# How wide do stairs need to be to not require a railing or point me in the OSHA regulation please?



## meghanpotpie (Aug 23, 2014)

I have a design with a 3' wide by 11' tall stair unit that is against a wall. Right now the designer has no railing. I am trying to push him in the direction of railing because of safety but he says it ruins the aesthetic. Problem is that the only information I can find from OSHA is about rigging and construction fall protection and nothing about performance. Can anyone point me in the right code direction or have any idea how wide the staircase should be to not need railing? (I don't think that width exists so the OSHA code would be best). Safety is number one but I want to make sure I at least try to look at options for him.


----------



## Amiers (Aug 23, 2014)

I would think that the height would warrant a railing not the width. I would push for the railing on sheer height, as 11 feet is quite a ways to fall.


----------



## Footer (Aug 23, 2014)

Few questions first... is this a professional venue? If so, are the actors Equity? 
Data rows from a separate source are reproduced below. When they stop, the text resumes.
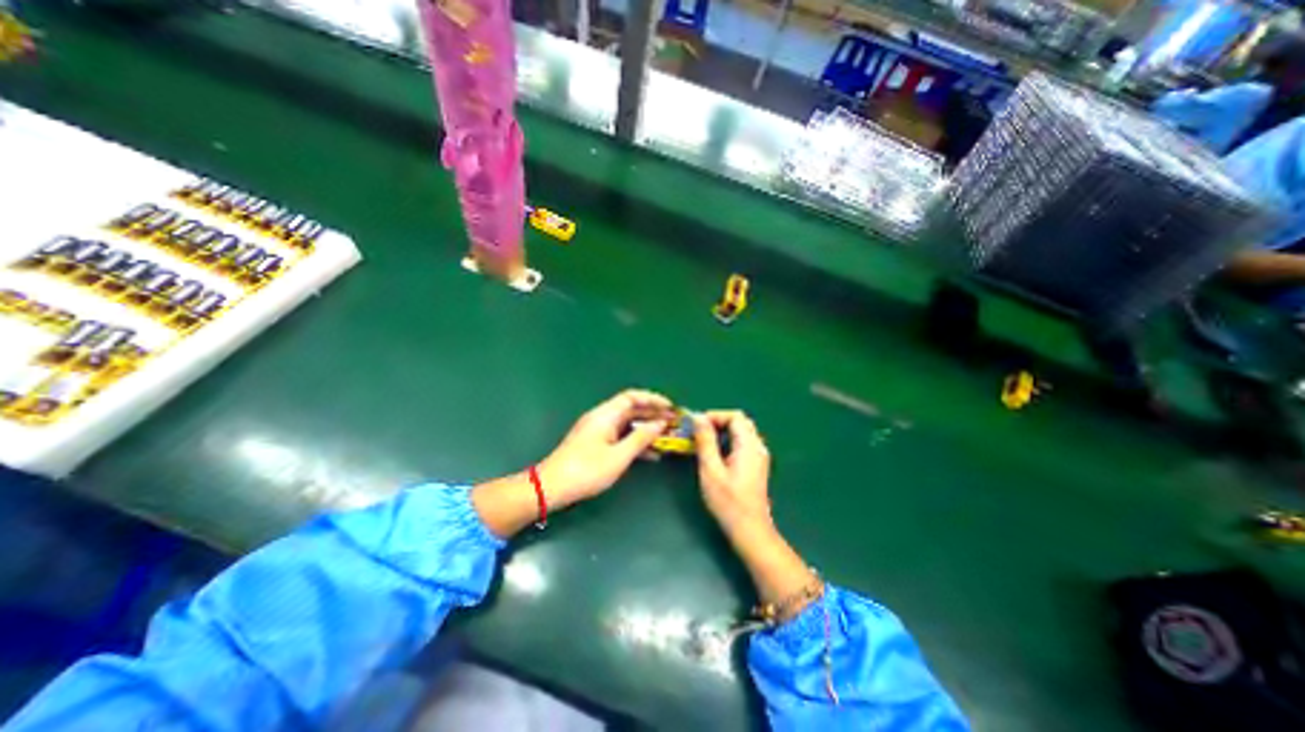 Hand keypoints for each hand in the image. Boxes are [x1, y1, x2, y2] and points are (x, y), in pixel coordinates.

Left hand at [535, 392, 671, 505]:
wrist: (552, 487)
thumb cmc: (586, 470)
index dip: (652, 399)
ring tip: (666, 437)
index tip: (670, 407)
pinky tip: (650, 453)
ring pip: (627, 423)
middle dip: (652, 414)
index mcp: (605, 415)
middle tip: (672, 422)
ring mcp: (598, 431)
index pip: (631, 397)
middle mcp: (601, 418)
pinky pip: (621, 435)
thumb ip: (641, 438)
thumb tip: (660, 423)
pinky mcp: (596, 443)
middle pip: (630, 409)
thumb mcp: (618, 456)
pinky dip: (635, 440)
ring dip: (645, 428)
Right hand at [693, 412, 772, 537]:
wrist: (750, 530)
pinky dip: (728, 442)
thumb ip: (705, 441)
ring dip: (722, 432)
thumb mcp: (711, 469)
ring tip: (703, 443)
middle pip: (740, 422)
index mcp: (749, 445)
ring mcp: (759, 457)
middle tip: (699, 433)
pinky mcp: (756, 466)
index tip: (697, 426)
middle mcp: (758, 447)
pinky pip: (743, 444)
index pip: (735, 416)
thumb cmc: (728, 501)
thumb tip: (698, 417)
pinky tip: (716, 455)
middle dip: (718, 422)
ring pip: (742, 432)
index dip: (715, 416) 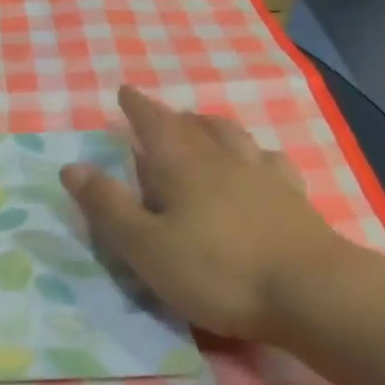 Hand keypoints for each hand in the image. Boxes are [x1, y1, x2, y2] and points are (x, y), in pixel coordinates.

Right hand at [60, 86, 350, 340]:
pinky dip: (257, 154)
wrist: (312, 293)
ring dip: (213, 126)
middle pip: (194, 126)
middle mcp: (223, 160)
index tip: (125, 91)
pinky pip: (272, 162)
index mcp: (182, 166)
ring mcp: (264, 177)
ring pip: (234, 137)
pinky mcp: (295, 199)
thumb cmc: (217, 271)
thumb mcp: (146, 246)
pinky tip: (260, 162)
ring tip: (203, 126)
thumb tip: (71, 166)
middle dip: (172, 116)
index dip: (137, 106)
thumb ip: (108, 207)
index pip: (154, 123)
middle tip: (160, 114) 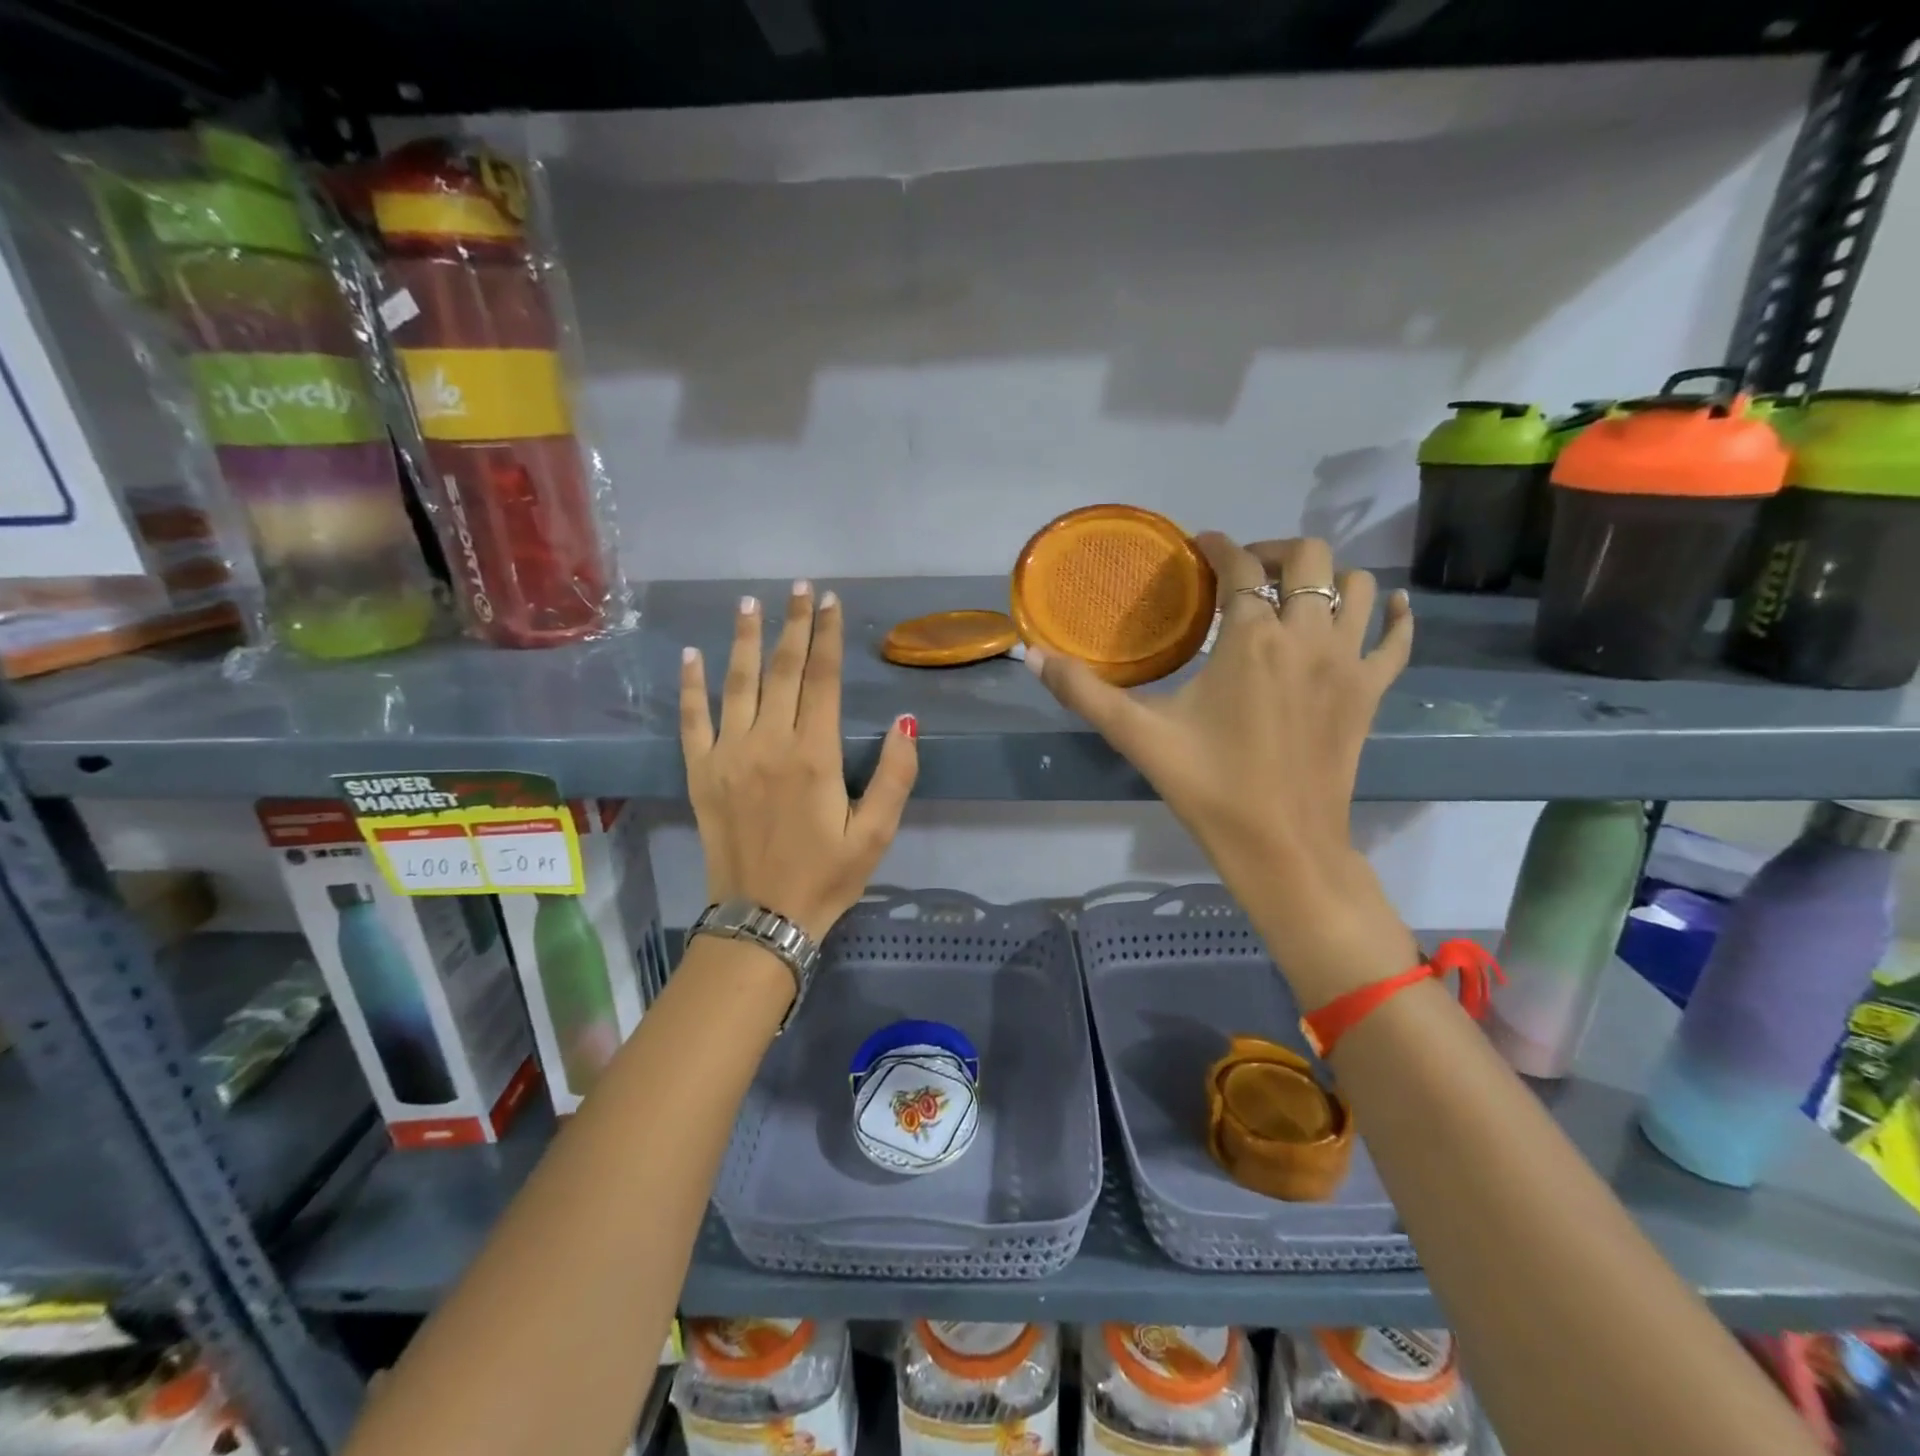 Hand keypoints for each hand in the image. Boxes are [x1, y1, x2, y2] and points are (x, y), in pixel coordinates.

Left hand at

You won't find an OSHA rule about it because they assume building code will pick this one up . With that, building codes do not always apply to a performance space... but your AHJ has the final call on that.


----------



## porkchop (Aug 24, 2014)

As a general rule potential falls must be protected against if the fall would be over 6' in a construction site or 4' in a general work environment. Different theatres and AHJ's claim that different (or sometimes a mix of) standards apply, but I would think that either way you should have a hand railing.

In theory, there are paperwork laden ways that you could work with your AHJ to show that this is a necessary risk. and you have made adequate arrangements to otherwise protect from a fall. That being said there are several reasons I can think of that point to just having a hand railing.


----------



## Euphroe (Aug 24, 2014)

If this is in-audience-view, performers can unicycle a flaming tightrope 50' above a shark tank. No safety rails on the tightrope, or harness or anything. 

Well, you'd need a pyro permit for the flames, and probably some kind of permit for the live animals. 

Performers backstage are covered by OSHA like the hands. But everything goes out the window as the performer "transitions" to audience view. 

You might have noticed that circus performers wear rudimentary safety belts when climbing ladders up to trapeze platforms, etc. The belts would usually be illegal. They are considered acceptable in that case because the artist is in costume and transitioning to performance. And when the artist reaches the top of the ladder, they even remove the belt.


----------



## Euphroe (Aug 24, 2014)

On the other hand, there's this: http://s15.a2zinc.net/clients/USITT/USITT2013/Custom/Handout/Speaker0_Session445_1.pdf

. . . indicating that rails etc. do apply unless the performers have been specifically trained to deal with stage-edges, etc. 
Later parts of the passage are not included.